**TASK REQUIREMENTS**: Check each line of the entries below for the word "HOMER" and state only how many lines have it.

Collected data:

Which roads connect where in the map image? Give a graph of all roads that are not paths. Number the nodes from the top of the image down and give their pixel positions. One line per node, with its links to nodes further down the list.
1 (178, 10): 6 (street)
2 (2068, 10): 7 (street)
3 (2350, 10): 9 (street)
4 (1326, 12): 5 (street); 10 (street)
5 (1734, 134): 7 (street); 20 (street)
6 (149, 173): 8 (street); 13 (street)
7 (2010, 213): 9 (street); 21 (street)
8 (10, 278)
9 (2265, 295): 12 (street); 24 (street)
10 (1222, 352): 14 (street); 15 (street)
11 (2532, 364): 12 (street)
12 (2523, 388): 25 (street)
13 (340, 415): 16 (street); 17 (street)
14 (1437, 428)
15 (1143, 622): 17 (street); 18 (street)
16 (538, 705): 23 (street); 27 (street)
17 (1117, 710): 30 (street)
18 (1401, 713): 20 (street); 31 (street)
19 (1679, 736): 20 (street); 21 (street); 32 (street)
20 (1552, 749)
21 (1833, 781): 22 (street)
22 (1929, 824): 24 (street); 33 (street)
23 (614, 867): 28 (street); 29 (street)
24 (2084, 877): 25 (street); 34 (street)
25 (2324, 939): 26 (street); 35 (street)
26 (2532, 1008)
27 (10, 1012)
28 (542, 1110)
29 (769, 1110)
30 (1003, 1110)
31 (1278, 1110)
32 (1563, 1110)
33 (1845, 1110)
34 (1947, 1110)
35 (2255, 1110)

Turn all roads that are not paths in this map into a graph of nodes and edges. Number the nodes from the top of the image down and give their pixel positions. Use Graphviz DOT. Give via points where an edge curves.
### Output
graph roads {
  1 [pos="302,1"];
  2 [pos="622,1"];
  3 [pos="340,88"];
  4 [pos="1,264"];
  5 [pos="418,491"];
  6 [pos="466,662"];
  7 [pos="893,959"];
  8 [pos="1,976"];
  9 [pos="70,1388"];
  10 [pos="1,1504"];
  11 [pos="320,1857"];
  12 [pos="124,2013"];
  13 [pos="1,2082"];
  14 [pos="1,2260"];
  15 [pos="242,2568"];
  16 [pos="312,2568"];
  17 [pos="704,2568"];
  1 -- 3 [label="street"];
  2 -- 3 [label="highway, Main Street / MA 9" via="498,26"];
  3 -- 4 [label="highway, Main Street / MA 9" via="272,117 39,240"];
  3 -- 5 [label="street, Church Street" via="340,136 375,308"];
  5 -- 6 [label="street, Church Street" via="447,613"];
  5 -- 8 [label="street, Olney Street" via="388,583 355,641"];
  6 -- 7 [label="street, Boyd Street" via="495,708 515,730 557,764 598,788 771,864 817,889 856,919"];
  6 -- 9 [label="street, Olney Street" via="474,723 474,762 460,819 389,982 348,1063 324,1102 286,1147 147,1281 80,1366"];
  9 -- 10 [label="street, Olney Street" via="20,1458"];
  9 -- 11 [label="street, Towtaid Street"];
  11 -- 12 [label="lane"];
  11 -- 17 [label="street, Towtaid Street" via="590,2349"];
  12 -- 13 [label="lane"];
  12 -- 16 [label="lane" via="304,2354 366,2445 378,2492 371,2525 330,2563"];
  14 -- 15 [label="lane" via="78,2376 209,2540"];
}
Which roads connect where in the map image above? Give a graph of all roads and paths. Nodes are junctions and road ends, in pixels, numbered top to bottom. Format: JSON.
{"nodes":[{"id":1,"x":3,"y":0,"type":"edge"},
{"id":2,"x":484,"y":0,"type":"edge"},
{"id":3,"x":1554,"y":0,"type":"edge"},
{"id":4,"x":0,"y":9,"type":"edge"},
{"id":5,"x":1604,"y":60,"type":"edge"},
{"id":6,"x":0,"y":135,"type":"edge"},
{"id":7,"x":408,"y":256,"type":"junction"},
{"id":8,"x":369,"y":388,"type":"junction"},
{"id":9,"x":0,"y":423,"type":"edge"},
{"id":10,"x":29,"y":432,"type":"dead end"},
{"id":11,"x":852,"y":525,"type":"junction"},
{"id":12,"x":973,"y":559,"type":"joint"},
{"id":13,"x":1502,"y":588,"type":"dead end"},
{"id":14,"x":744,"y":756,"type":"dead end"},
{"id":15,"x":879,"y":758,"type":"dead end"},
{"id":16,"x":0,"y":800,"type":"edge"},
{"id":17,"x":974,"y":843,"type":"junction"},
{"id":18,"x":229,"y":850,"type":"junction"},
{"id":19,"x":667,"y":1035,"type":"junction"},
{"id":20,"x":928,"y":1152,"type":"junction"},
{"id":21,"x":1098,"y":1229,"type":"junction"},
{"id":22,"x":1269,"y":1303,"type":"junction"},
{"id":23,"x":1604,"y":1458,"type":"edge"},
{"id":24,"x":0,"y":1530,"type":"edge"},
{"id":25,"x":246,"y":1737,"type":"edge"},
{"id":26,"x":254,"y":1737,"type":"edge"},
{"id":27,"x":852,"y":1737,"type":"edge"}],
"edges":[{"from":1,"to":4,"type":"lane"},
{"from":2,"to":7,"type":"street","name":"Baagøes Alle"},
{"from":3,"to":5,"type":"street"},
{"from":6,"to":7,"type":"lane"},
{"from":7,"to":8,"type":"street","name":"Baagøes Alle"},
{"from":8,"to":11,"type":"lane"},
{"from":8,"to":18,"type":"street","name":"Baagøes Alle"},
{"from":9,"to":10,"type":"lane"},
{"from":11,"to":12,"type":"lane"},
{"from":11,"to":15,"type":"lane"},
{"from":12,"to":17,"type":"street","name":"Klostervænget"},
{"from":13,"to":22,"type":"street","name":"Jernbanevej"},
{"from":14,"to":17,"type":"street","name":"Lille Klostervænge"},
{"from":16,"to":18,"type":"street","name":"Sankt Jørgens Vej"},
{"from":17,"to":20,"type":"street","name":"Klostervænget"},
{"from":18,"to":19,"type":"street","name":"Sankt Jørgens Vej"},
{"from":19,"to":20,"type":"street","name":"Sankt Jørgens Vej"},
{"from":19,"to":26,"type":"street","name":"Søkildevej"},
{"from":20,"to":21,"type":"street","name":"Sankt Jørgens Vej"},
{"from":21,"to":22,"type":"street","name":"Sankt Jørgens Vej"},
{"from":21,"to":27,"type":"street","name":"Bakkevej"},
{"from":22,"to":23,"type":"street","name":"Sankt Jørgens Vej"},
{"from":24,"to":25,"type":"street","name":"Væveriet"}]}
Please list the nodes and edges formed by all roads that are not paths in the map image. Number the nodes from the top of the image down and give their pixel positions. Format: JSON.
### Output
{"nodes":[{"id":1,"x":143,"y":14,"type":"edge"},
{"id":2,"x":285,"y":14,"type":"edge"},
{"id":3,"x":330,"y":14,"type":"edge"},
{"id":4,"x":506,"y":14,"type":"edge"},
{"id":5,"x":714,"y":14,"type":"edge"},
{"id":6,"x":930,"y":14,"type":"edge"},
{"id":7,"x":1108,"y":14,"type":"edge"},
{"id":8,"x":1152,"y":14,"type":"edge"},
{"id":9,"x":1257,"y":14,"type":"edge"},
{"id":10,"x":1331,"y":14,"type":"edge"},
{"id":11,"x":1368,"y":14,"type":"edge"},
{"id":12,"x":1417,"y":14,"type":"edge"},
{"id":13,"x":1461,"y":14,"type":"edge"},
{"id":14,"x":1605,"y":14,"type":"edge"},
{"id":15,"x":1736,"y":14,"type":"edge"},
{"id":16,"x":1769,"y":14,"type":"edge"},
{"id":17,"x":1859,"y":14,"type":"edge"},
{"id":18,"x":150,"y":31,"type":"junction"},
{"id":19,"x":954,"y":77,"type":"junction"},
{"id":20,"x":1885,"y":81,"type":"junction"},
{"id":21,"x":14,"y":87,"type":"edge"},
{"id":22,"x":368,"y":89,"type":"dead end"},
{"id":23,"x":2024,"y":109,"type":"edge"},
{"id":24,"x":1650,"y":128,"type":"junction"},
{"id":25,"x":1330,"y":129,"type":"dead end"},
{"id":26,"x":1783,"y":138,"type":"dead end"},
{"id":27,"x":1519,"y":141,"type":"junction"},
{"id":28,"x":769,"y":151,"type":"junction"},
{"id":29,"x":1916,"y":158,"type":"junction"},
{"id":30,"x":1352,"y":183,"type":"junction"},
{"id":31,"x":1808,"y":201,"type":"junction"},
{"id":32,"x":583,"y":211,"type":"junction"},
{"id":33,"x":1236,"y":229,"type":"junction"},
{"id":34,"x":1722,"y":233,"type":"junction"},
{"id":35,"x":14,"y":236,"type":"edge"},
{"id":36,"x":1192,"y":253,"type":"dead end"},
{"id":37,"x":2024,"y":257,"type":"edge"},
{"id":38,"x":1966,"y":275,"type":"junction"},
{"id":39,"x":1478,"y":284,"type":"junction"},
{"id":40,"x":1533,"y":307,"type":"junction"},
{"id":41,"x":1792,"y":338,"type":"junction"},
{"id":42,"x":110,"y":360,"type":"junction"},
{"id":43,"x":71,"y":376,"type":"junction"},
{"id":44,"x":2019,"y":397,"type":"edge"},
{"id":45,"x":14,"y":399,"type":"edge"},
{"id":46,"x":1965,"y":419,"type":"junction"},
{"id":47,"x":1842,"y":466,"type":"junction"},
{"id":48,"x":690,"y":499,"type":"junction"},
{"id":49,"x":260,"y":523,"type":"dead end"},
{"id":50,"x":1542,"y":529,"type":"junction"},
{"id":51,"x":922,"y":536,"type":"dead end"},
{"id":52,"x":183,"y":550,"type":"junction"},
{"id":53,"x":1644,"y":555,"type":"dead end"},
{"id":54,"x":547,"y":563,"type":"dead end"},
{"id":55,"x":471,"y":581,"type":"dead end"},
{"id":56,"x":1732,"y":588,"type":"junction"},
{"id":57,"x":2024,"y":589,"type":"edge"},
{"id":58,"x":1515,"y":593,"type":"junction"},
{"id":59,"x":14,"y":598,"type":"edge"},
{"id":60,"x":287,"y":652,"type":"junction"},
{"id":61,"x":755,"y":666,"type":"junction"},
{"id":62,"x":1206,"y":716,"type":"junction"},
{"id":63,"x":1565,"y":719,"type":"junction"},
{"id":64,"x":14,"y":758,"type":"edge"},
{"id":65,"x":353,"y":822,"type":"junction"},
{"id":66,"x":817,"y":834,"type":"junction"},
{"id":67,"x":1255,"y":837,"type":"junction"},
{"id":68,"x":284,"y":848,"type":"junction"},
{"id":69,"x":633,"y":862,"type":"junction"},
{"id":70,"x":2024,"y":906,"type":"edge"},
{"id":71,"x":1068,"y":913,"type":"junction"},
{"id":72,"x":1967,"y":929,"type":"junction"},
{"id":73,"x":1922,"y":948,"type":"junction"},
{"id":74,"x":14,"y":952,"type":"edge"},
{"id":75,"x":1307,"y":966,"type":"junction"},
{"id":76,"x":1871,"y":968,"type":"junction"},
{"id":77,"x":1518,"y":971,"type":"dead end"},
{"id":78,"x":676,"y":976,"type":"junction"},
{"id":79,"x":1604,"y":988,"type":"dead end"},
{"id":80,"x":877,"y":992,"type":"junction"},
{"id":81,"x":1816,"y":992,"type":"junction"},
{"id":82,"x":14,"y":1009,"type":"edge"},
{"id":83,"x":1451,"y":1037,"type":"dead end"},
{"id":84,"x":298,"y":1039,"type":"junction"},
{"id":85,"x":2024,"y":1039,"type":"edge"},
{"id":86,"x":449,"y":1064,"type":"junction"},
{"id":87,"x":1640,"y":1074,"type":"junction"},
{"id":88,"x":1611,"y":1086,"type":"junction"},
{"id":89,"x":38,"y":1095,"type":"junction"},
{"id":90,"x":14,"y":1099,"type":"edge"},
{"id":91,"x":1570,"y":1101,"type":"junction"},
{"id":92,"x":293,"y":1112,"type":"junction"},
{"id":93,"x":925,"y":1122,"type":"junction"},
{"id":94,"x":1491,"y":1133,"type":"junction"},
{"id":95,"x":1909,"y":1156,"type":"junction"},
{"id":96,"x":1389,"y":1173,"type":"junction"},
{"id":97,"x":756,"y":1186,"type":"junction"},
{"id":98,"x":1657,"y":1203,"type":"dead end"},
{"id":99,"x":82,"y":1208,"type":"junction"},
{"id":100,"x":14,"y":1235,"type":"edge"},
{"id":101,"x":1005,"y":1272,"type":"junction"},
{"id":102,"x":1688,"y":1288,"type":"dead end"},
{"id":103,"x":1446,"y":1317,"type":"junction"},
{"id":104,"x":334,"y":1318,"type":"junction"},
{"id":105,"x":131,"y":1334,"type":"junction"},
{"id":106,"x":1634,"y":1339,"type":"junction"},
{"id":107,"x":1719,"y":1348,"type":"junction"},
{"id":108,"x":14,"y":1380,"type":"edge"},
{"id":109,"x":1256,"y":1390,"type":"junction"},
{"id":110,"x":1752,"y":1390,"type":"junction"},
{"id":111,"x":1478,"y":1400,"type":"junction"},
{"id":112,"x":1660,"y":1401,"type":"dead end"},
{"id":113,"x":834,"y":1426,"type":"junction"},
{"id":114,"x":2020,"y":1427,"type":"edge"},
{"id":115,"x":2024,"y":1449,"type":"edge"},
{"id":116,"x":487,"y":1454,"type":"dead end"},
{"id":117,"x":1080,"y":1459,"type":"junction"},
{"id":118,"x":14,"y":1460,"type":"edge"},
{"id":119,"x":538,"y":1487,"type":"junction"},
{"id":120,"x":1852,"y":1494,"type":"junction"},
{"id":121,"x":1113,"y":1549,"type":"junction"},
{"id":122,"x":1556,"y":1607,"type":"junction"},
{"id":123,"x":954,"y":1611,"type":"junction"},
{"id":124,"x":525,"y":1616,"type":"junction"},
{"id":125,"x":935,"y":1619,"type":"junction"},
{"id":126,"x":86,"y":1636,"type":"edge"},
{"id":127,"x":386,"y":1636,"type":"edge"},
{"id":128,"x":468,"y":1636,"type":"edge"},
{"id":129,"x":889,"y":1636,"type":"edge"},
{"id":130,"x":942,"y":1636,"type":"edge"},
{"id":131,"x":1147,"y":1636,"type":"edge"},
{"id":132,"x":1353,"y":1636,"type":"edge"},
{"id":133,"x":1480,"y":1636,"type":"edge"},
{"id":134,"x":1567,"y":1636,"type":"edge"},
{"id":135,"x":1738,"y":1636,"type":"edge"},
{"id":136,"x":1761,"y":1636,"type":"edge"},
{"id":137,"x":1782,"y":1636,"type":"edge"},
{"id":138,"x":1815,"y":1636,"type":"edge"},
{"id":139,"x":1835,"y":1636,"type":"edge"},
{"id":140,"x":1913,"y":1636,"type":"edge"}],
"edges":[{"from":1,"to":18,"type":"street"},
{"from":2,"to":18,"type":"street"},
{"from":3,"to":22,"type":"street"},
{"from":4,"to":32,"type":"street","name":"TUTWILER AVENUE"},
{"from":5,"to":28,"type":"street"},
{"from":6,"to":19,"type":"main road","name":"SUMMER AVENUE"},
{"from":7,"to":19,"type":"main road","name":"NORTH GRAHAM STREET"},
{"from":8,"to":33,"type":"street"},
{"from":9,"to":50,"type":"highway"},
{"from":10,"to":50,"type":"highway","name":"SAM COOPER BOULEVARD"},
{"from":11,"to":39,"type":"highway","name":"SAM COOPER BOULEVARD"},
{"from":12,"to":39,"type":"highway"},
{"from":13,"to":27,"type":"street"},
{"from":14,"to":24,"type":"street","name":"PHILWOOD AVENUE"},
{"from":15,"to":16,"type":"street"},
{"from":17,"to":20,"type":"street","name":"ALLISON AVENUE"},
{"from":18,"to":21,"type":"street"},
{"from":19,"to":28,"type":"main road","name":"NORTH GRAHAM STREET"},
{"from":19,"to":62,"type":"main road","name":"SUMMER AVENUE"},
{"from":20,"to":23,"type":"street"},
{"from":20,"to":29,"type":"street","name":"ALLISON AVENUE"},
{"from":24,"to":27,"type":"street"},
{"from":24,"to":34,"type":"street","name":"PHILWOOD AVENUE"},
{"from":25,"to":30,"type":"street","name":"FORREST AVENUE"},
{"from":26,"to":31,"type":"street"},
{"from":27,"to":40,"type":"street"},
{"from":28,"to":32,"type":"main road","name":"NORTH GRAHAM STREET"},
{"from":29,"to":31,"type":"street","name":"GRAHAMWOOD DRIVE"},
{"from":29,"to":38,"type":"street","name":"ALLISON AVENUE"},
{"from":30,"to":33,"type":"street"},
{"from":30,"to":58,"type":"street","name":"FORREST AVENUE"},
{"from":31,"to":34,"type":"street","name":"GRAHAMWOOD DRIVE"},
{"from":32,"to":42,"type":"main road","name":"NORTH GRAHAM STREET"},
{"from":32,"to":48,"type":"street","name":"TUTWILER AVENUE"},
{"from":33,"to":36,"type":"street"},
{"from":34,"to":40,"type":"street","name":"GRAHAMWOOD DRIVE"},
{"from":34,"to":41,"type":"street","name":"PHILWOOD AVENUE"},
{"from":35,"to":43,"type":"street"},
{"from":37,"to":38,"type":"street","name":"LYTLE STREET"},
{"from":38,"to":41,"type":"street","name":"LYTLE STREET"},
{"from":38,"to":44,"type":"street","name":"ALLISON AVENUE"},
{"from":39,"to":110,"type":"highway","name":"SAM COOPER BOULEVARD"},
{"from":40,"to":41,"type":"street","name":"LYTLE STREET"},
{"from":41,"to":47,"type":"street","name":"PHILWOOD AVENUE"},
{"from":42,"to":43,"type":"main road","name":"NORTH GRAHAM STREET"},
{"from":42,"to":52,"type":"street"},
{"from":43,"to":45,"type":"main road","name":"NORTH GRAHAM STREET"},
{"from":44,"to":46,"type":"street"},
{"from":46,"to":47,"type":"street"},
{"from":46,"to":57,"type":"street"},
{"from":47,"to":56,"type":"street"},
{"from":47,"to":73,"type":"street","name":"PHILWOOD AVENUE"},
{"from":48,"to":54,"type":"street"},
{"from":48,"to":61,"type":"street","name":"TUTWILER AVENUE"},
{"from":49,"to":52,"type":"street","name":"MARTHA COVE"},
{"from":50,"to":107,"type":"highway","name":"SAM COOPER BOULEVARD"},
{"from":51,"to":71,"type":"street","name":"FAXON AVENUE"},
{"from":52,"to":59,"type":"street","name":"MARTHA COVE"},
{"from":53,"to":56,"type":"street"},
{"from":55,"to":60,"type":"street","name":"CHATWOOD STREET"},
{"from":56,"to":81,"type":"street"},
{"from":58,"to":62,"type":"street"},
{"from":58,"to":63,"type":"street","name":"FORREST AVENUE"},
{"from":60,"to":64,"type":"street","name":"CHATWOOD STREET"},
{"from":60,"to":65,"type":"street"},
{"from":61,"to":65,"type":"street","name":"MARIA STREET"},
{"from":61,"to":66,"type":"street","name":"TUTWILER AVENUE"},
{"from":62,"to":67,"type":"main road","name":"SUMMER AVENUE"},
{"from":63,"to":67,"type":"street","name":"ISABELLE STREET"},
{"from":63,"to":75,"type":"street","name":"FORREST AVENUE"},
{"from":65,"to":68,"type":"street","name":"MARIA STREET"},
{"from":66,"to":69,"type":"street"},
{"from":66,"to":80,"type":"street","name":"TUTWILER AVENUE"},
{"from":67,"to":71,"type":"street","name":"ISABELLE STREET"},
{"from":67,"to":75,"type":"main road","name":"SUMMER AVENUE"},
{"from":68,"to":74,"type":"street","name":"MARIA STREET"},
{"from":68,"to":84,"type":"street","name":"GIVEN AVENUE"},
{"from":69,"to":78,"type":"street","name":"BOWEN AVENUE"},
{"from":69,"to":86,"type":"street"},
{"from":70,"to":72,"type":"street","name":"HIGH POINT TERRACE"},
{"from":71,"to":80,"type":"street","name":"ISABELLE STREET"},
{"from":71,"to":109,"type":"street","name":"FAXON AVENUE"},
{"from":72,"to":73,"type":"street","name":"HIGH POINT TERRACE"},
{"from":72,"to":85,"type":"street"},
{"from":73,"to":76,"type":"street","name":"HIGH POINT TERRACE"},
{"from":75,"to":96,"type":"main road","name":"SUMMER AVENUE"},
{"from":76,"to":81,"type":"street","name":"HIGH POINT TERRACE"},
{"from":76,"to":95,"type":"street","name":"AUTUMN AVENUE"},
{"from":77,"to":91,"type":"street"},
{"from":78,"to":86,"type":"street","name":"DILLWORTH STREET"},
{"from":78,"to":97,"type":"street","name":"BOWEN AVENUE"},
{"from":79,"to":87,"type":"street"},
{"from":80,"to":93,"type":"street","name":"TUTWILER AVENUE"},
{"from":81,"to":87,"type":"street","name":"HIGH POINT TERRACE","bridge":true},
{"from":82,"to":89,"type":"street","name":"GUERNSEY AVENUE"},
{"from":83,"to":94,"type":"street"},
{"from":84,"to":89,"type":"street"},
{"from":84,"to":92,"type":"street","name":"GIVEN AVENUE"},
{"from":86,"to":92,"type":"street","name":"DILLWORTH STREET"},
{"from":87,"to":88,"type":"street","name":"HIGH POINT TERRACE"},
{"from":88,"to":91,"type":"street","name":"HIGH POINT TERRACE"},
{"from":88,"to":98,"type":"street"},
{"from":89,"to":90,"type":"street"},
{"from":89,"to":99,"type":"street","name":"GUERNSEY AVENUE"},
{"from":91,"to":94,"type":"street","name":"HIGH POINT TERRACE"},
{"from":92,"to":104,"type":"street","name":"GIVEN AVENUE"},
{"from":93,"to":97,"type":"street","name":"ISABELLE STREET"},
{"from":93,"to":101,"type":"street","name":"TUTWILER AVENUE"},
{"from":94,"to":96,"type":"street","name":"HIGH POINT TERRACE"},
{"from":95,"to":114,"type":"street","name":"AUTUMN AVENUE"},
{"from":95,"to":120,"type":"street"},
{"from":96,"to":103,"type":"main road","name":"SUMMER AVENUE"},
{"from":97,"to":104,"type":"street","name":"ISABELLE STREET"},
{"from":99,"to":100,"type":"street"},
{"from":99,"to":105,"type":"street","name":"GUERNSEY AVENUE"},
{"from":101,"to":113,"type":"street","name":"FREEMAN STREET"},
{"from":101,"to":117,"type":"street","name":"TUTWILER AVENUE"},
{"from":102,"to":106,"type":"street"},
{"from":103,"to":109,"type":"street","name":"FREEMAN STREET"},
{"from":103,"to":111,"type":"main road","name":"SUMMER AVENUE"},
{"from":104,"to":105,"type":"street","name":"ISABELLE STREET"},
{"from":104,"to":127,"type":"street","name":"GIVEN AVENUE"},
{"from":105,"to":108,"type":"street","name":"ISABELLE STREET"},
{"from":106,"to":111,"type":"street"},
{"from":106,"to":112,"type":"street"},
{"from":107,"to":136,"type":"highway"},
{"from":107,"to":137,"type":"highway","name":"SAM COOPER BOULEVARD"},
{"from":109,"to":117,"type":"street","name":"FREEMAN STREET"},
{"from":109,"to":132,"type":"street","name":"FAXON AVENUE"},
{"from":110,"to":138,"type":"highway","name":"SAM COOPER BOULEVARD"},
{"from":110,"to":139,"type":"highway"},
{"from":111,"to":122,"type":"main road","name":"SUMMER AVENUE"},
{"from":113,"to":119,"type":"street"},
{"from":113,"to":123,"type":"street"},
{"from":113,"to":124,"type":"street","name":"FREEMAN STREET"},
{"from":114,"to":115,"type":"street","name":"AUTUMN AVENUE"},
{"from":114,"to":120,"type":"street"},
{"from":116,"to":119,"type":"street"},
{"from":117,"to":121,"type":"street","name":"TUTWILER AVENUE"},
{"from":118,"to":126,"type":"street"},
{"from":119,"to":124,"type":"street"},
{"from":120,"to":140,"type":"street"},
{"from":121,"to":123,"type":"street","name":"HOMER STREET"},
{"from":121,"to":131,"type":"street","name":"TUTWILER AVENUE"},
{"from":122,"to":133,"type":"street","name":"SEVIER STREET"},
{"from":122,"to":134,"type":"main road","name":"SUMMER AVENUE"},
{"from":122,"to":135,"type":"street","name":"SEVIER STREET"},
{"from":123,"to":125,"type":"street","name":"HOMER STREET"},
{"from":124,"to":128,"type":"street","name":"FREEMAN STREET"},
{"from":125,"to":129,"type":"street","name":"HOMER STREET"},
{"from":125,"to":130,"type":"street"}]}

**ANSWER AREA**: 3